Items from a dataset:
::::::::::

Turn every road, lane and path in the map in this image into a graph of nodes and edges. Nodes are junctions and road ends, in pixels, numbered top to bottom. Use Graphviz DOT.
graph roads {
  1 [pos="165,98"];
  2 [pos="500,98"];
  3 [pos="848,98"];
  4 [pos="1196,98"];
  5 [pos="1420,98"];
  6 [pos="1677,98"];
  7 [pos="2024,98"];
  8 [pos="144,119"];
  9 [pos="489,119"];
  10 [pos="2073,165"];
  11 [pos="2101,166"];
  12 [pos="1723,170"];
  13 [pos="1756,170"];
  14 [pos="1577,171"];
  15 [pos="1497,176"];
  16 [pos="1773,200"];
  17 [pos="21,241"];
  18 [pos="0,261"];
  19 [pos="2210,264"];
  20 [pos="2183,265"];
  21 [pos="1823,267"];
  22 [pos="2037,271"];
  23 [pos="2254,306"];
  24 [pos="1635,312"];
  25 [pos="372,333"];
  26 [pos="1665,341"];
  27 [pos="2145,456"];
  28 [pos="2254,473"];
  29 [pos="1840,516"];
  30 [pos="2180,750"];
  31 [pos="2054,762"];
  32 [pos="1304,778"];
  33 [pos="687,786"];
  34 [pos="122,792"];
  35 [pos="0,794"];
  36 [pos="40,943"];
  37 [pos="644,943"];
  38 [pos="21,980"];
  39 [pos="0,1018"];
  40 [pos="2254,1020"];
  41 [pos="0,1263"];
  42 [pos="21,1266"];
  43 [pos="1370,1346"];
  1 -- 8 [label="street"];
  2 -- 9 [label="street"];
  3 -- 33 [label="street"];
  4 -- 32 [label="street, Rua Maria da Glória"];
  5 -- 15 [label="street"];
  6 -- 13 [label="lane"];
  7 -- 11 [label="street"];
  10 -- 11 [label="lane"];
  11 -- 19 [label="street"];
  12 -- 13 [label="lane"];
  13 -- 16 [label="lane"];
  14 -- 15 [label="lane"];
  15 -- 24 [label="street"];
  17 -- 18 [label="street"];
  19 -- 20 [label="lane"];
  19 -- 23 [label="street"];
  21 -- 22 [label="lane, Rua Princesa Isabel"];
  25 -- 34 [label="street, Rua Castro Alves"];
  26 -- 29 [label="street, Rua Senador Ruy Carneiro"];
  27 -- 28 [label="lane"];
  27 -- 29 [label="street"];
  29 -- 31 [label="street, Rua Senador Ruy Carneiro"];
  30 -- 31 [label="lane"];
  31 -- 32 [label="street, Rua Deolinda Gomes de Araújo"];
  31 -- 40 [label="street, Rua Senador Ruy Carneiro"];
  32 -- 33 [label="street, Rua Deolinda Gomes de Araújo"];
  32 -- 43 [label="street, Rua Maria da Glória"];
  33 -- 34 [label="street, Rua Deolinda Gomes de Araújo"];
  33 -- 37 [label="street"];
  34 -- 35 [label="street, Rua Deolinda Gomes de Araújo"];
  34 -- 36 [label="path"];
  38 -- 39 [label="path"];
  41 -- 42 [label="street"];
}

::::::::::

▶ **What the exercise asks**
Check each line above for the string "Carneiro" and copy those that have it.

▶ **Solution to the problem**
  26 -- 29 [label="street, Rua Senador Ruy Carneiro"];
  29 -- 31 [label="street, Rua Senador Ruy Carneiro"];
  31 -- 40 [label="street, Rua Senador Ruy Carneiro"];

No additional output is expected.